**Exercise aim**
Only the number is wanted: how many lines below contain "Lombarde"?

[Data records]
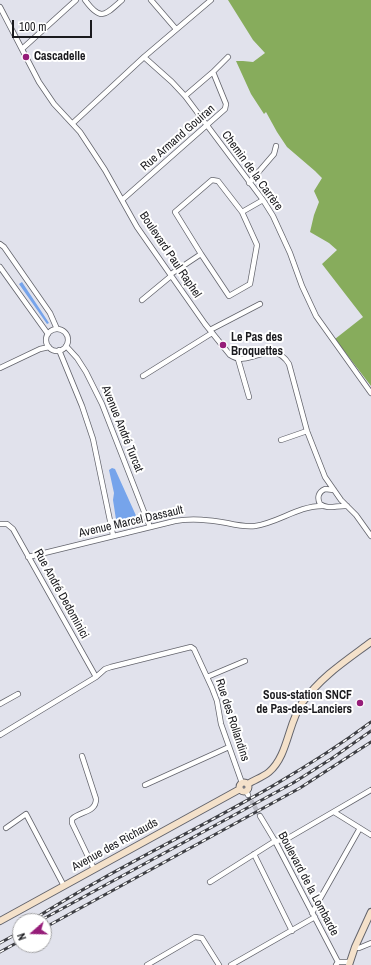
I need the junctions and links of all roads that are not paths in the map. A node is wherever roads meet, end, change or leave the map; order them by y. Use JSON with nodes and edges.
{"nodes":[{"id":1,"x":76,"y":0,"type":"edge"},
{"id":2,"x":85,"y":0,"type":"edge"},
{"id":3,"x":122,"y":0,"type":"edge"},
{"id":4,"x":151,"y":0,"type":"edge"},
{"id":5,"x":211,"y":0,"type":"edge"},
{"id":6,"x":0,"y":7,"type":"edge"},
{"id":7,"x":176,"y":30,"type":"junction"},
{"id":8,"x":22,"y":49,"type":"junction"},
{"id":9,"x":144,"y":57,"type":"junction"},
{"id":10,"x":228,"y":57,"type":"dead end"},
{"id":11,"x":213,"y":72,"type":"junction"},
{"id":12,"x":185,"y":96,"type":"junction"},
{"id":13,"x":73,"y":123,"type":"junction"},
{"id":14,"x":207,"y":126,"type":"junction"},
{"id":15,"x":276,"y":146,"type":"dead end"},
{"id":16,"x":249,"y":183,"type":"junction"},
{"id":17,"x":122,"y":200,"type":"junction"},
{"id":18,"x":263,"y":200,"type":"junction"},
{"id":19,"x":242,"y":212,"type":"junction"},
{"id":20,"x":0,"y":245,"type":"edge"},
{"id":21,"x":201,"y":254,"type":"junction"},
{"id":22,"x":0,"y":267,"type":"edge"},
{"id":23,"x":171,"y":275,"type":"junction"},
{"id":24,"x":142,"y":300,"type":"dead end"},
{"id":25,"x":260,"y":304,"type":"dead end"},
{"id":26,"x":57,"y":329,"type":"junction"},
{"id":27,"x":211,"y":332,"type":"junction"},
{"id":28,"x":48,"y":334,"type":"junction"},
{"id":29,"x":46,"y":340,"type":"junction"},
{"id":30,"x":66,"y":346,"type":"junction"},
{"id":31,"x":49,"y":347,"type":"junction"},
{"id":32,"x":40,"y":348,"type":"junction"},
{"id":33,"x":59,"y":350,"type":"junction"},
{"id":34,"x":238,"y":359,"type":"junction"},
{"id":35,"x":0,"y":368,"type":"edge"},
{"id":36,"x":143,"y":376,"type":"dead end"},
{"id":37,"x":371,"y":393,"type":"edge"},
{"id":38,"x":249,"y":397,"type":"dead end"},
{"id":39,"x":307,"y":431,"type":"junction"},
{"id":40,"x":282,"y":440,"type":"dead end"},
{"id":41,"x":325,"y":476,"type":"junction"},
{"id":42,"x":322,"y":490,"type":"junction"},
{"id":43,"x":334,"y":490,"type":"junction"},
{"id":44,"x":337,"y":495,"type":"junction"},
{"id":45,"x":318,"y":498,"type":"junction"},
{"id":46,"x":322,"y":506,"type":"junction"},
{"id":47,"x":334,"y":506,"type":"junction"},
{"id":48,"x":347,"y":506,"type":"junction"},
{"id":49,"x":308,"y":508,"type":"junction"},
{"id":50,"x":3,"y":524,"type":"edge"},
{"id":51,"x":150,"y":527,"type":"junction"},
{"id":52,"x":113,"y":536,"type":"junction"},
{"id":53,"x":371,"y":536,"type":"edge"},
{"id":54,"x":28,"y":557,"type":"junction"},
{"id":55,"x":371,"y":642,"type":"edge"},
{"id":56,"x":245,"y":661,"type":"dead end"},
{"id":57,"x":96,"y":677,"type":"junction"},
{"id":58,"x":208,"y":677,"type":"junction"},
{"id":59,"x":18,"y":694,"type":"dead end"},
{"id":60,"x":0,"y":704,"type":"edge"},
{"id":61,"x":0,"y":735,"type":"edge"},
{"id":62,"x":229,"y":747,"type":"junction"},
{"id":63,"x":82,"y":756,"type":"dead end"},
{"id":64,"x":145,"y":785,"type":"dead end"},
{"id":65,"x":245,"y":788,"type":"junction"},
{"id":66,"x":371,"y":790,"type":"edge"},
{"id":67,"x":334,"y":812,"type":"junction"},
{"id":68,"x":260,"y":816,"type":"tunnel mouth"},
{"id":69,"x":6,"y":828,"type":"dead end"},
{"id":70,"x":360,"y":828,"type":"junction"},
{"id":71,"x":371,"y":835,"type":"edge"},
{"id":72,"x":275,"y":841,"type":"junction"},
{"id":73,"x":254,"y":854,"type":"junction"},
{"id":74,"x":94,"y":869,"type":"junction"},
{"id":75,"x":210,"y":882,"type":"dead end"},
{"id":76,"x":64,"y":886,"type":"junction"},
{"id":77,"x":371,"y":912,"type":"edge"},
{"id":78,"x":314,"y":915,"type":"junction"},
{"id":79,"x":0,"y":921,"type":"edge"},
{"id":80,"x":292,"y":931,"type":"junction"},
{"id":81,"x":371,"y":943,"type":"edge"},
{"id":82,"x":355,"y":947,"type":"junction"},
{"id":83,"x":337,"y":963,"type":"edge"},
{"id":84,"x":349,"y":964,"type":"edge"},
{"id":85,"x":147,"y":965,"type":"edge"},
{"id":86,"x":219,"y":965,"type":"edge"},
{"id":87,"x":231,"y":965,"type":"edge"}],
"edges":[{"from":1,"to":8,"type":"street"},
{"from":2,"to":3,"type":"street"},
{"from":4,"to":7,"type":"street"},
{"from":5,"to":7,"type":"street"},
{"from":6,"to":8,"type":"street","name":"Boulevard Paul Raphel"},
{"from":7,"to":9,"type":"street"},
{"from":8,"to":13,"type":"street","name":"Boulevard Paul Raphel"},
{"from":9,"to":12,"type":"street","name":"Chemin de la Carrère"},
{"from":9,"to":13,"type":"street"},
{"from":10,"to":11,"type":"street"},
{"from":11,"to":12,"type":"street"},
{"from":11,"to":14,"type":"street","name":"Rue Armand Gouiran"},
{"from":12,"to":14,"type":"street","name":"Chemin de la Carrère"},
{"from":13,"to":17,"type":"street","name":"Boulevard Paul Raphel"},
{"from":14,"to":16,"type":"street","name":"Chemin de la Carrère"},
{"from":14,"to":17,"type":"street","name":"Rue Armand Gouiran"},
{"from":15,"to":16,"type":"street"},
{"from":16,"to":18,"type":"street","name":"Chemin de la Carrère"},
{"from":17,"to":23,"type":"street","name":"Boulevard Paul Raphel"},
{"from":18,"to":19,"type":"street"},
{"from":18,"to":37,"type":"street","name":"Chemin de la Carrère"},
{"from":19,"to":21,"type":"street"},
{"from":19,"to":21,"type":"street"},
{"from":20,"to":26,"type":"street"},
{"from":21,"to":23,"type":"street"},
{"from":22,"to":28,"type":"street"},
{"from":23,"to":24,"type":"street"},
{"from":23,"to":27,"type":"street","name":"Boulevard Paul Raphel"},
{"from":25,"to":27,"type":"street"},
{"from":26,"to":28,"type":"street"},
{"from":26,"to":30,"type":"street"},
{"from":27,"to":34,"type":"street","name":"Boulevard Paul Raphel"},
{"from":27,"to":36,"type":"street"},
{"from":28,"to":29,"type":"street"},
{"from":29,"to":31,"type":"street"},
{"from":29,"to":32,"type":"street"},
{"from":30,"to":33,"type":"street"},
{"from":30,"to":51,"type":"street","name":"Avenue André Turcat"},
{"from":31,"to":32,"type":"street"},
{"from":31,"to":33,"type":"street"},
{"from":32,"to":35,"type":"street"},
{"from":33,"to":52,"type":"street"},
{"from":34,"to":38,"type":"street"},
{"from":34,"to":39,"type":"street"},
{"from":39,"to":40,"type":"street"},
{"from":39,"to":41,"type":"street"},
{"from":41,"to":42,"type":"street"},
{"from":41,"to":43,"type":"street"},
{"from":42,"to":43,"type":"street"},
{"from":42,"to":45,"type":"street"},
{"from":43,"to":44,"type":"street"},
{"from":44,"to":47,"type":"street"},
{"from":44,"to":48,"type":"street"},
{"from":45,"to":46,"type":"street"},
{"from":45,"to":49,"type":"street","name":"Avenue Marcel Dassault"},
{"from":46,"to":47,"type":"street"},
{"from":46,"to":49,"type":"street","name":"Avenue Marcel Dassault"},
{"from":47,"to":48,"type":"street"},
{"from":48,"to":53,"type":"street"},
{"from":49,"to":51,"type":"street","name":"Avenue Marcel Dassault"},
{"from":50,"to":54,"type":"street","name":"Rue André Dedominici"},
{"from":51,"to":52,"type":"street","name":"Avenue Marcel Dassault"},
{"from":52,"to":54,"type":"street","name":"Avenue Marcel Dassault"},
{"from":54,"to":57,"type":"street","name":"Rue André Dedominici"},
{"from":55,"to":65,"type":"street","name":"Avenue des Richauds"},
{"from":56,"to":58,"type":"street"},
{"from":57,"to":58,"type":"street","name":"Rue des Rollandins"},
{"from":57,"to":61,"type":"street"},
{"from":58,"to":62,"type":"street","name":"Rue des Rollandins"},
{"from":59,"to":60,"type":"street"},
{"from":62,"to":64,"type":"street"},
{"from":62,"to":65,"type":"street","name":"Rue des Rollandins"},
{"from":63,"to":74,"type":"street"},
{"from":65,"to":74,"type":"street","name":"Avenue des Richauds"},
{"from":66,"to":67,"type":"street"},
{"from":67,"to":70,"type":"street"},
{"from":67,"to":72,"type":"street"},
{"from":68,"to":72,"type":"street","name":"Boulevard de la Lombarde"},
{"from":69,"to":76,"type":"street"},
{"from":70,"to":71,"type":"street"},
{"from":70,"to":78,"type":"street"},
{"from":72,"to":73,"type":"street"},
{"from":72,"to":78,"type":"street","name":"Boulevard de la Lombarde"},
{"from":73,"to":75,"type":"street"},
{"from":73,"to":80,"type":"street"},
{"from":74,"to":76,"type":"street","name":"Avenue des Richauds"},
{"from":76,"to":79,"type":"street","name":"Avenue des Richauds"},
{"from":77,"to":82,"type":"street"},
{"from":78,"to":80,"type":"street"},
{"from":78,"to":83,"type":"street","name":"Boulevard de la Lombarde"},
{"from":80,"to":87,"type":"street"},
{"from":81,"to":82,"type":"street"},
{"from":82,"to":84,"type":"street"},
{"from":83,"to":84,"type":"street"},
{"from":85,"to":86,"type":"street"}]}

**Exercise result**
3